Monday, February 05, 2007
wind it up
Ah, so sorry it has been such a long time since my last post. So lame.
I've been better, then worse, then slightly better, then slightly crazy, then better, and now I'm somewhere in between.
I still miss the girl. That hasn't gotten any better. I can't seem to shake that feeling that I have every single morning when I wake up and life is good until I realise for the millionth time that she's gone. It continues to rip my heart out, no matter how many friends I see, or new people I meet, or things I do "just for me." I still miss her as much as I did the day she left.
I ran into her last weekend at the club. I managed to suppress my desire to run away or cling to the wall and actually went to talk to her. I played it cool. She was incredibly nice to me in a non-condescending sort of way, and we actually drank tequila and laughed and danced and she got the DJ to play the Ying Yang Twins and I even managed to stomach her theme song sans nausea. When she sat close enough to touch me it was as if no time had passed, no hearts had been broken, no love had been lost. Except afterwards she went home with her friends and I went home with mine, and while she ran half a block back to give me a long hug, it felt positively tragic to see her go.
This week she started sending me strange messages about how I ought to believe her when she says she misses me, and how she wishes I was there with her, and how the whole city reminds her of me. I find this all rather baffling.
Work has been trying lately. My boss tried to fire one of the other teachers and hand his huge workload over to me. I objected, he retreated, and now he's trying to rehire the fired teacher to be our new manager. I find this to be a rather screwed up way to run a business.

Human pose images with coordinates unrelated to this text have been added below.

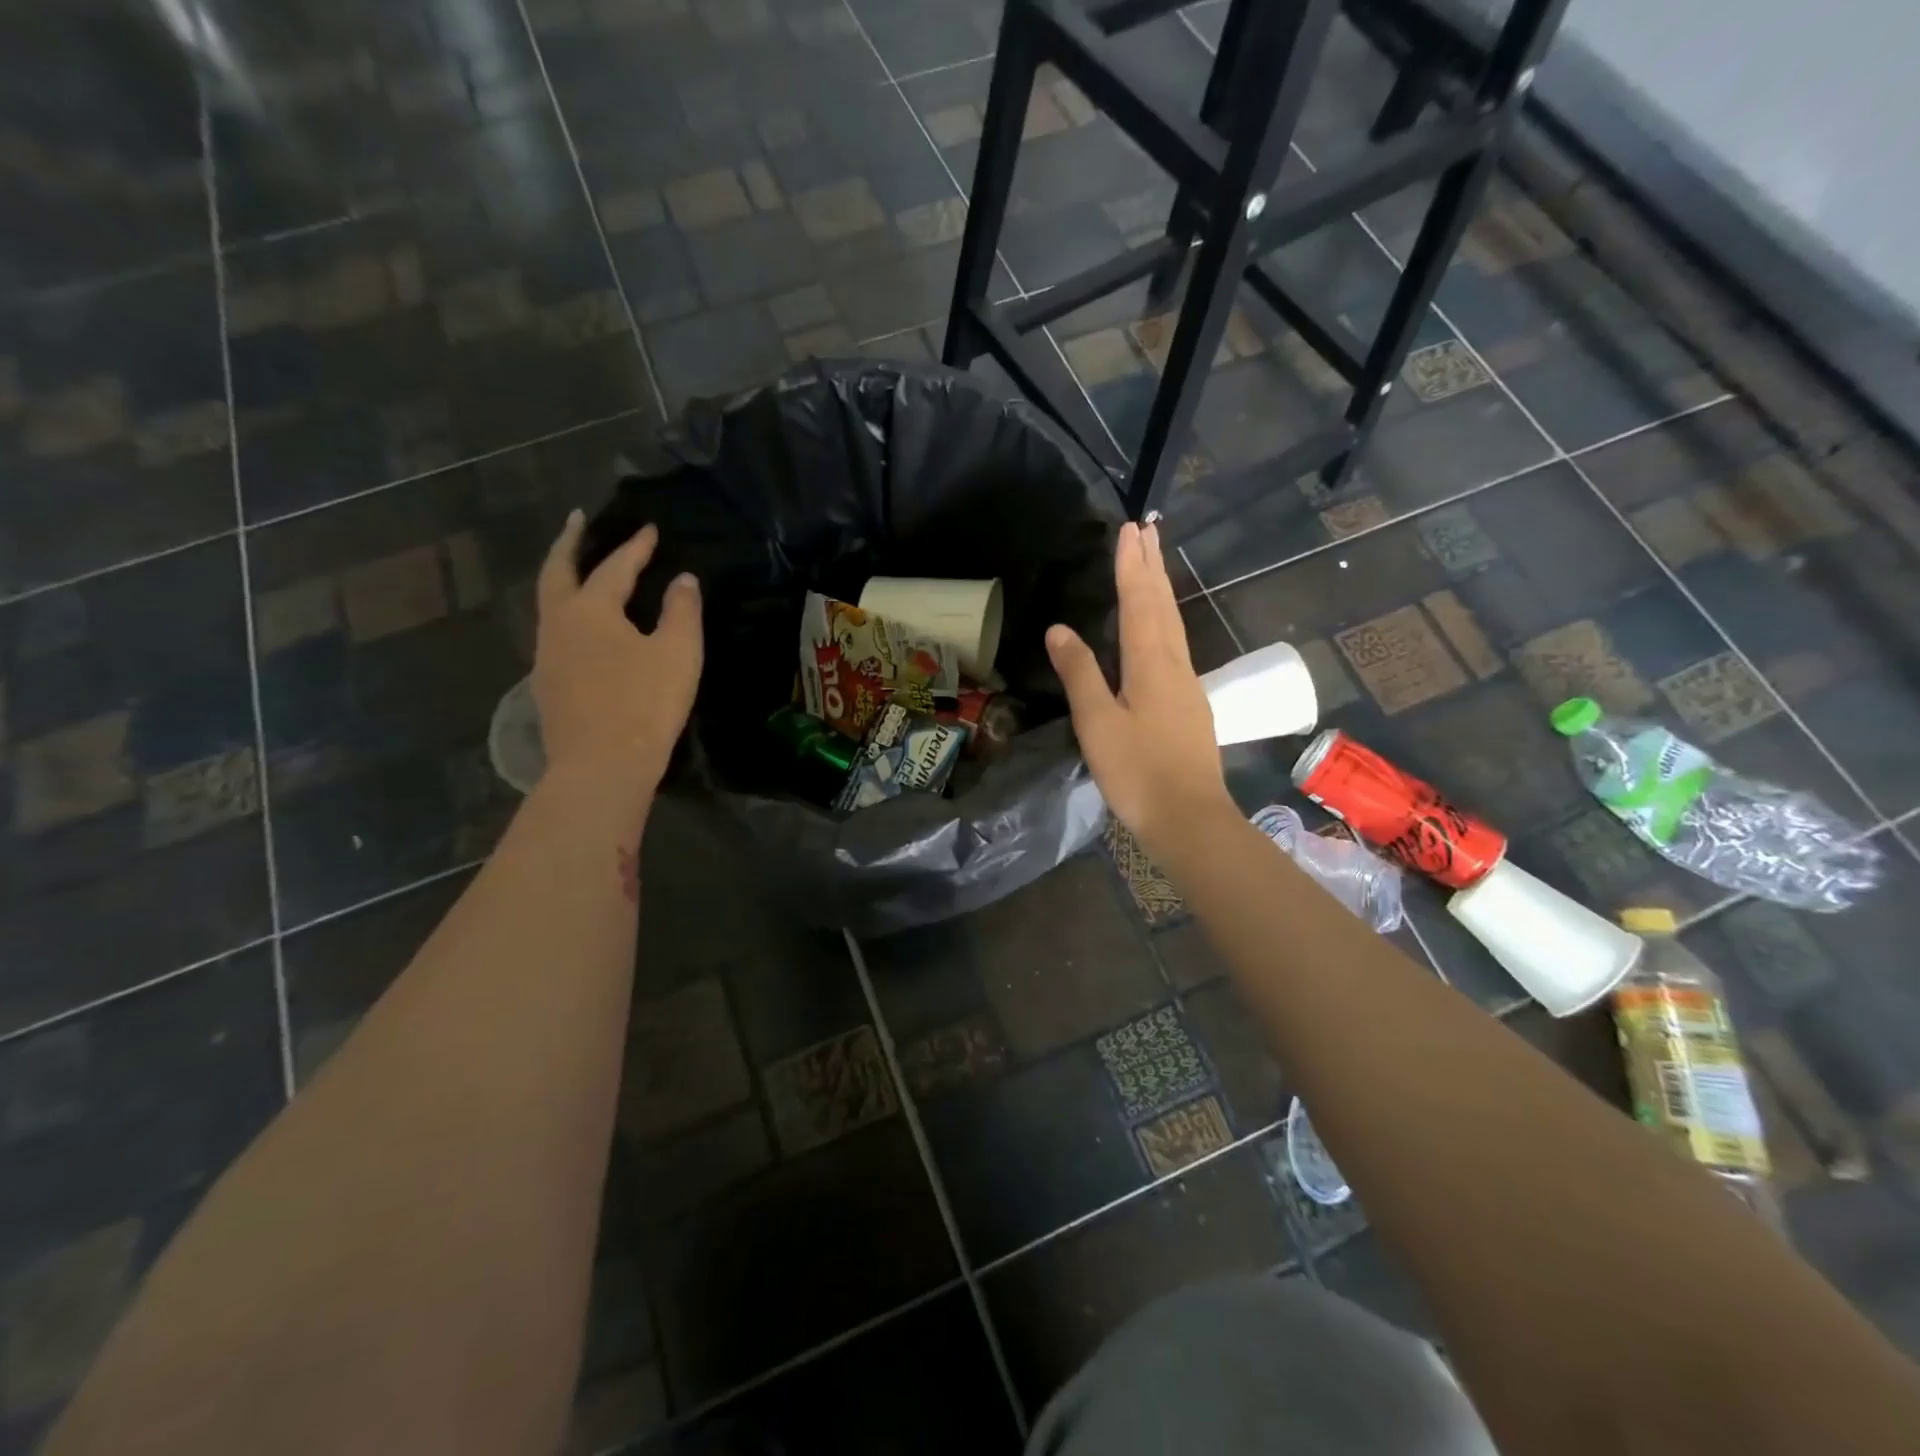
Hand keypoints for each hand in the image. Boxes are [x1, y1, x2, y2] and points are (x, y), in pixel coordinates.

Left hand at [534, 513, 701, 795]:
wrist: (601, 765)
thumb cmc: (645, 704)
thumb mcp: (678, 653)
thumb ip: (682, 611)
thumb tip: (683, 580)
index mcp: (591, 610)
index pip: (615, 567)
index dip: (635, 547)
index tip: (650, 529)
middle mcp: (558, 624)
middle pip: (558, 572)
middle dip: (570, 543)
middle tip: (577, 521)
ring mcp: (546, 655)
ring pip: (549, 603)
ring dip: (563, 578)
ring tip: (579, 570)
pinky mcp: (546, 684)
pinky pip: (553, 633)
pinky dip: (565, 613)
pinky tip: (580, 627)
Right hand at [1046, 521, 1234, 858]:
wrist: (1189, 818)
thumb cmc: (1138, 771)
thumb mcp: (1098, 723)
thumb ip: (1079, 673)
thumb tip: (1059, 629)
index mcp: (1151, 664)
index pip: (1140, 602)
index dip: (1132, 566)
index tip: (1129, 529)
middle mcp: (1175, 665)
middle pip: (1164, 605)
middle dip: (1152, 567)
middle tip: (1147, 530)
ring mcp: (1187, 685)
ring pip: (1173, 625)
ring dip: (1161, 590)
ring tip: (1153, 565)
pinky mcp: (1189, 706)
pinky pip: (1175, 646)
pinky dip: (1164, 621)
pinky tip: (1159, 629)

Maya continues to be a sweetheart. She retrieves her mice when I throw them down the stairs like a little puppy dog (only she smells better and is more independent than a puppy). Her favourite colour is orange, her favourite food is exceptionally overpriced fresh halibut, and her favourite toy is the Saturday edition of The Vancouver Sun. Her favourite words are "I love you, little one."
As for me, I'm trying to regain the magic in my life. I've started job-hunting again. I see my friends, I watch the L-Word. I dash to my new favourite Japanese izakaya joint on Robson street for pork-prawn-chive gyozas and kimchi rice. I go out for flaming hot Korean food and white-girl-annihilating rice liquor (soju!) with my students. I cuddle my kitten. I go out for pho with my brother and have conversations about whether or not history is progressive in the middle of the night. I drink my almond lattes and admire the orange-pink glow on the office buildings downtown at sunset. I go to Tori's house (remember that cute little gal I met at Pride last year? She and I are neighbours now) for chats by her fireplace with a bunch of girls who all have hair much shorter than mine.
I try to keep it real. I'm still trying to disprove the maxim that nice girls finish last.
But sometimes I think that maybe it couldn't hurt to vixen it up a little. What do I have to lose, after all? And maybe, just maybe, that puzzling little redhead will remember what she's missing out on.
Love to my loyal readers, as always.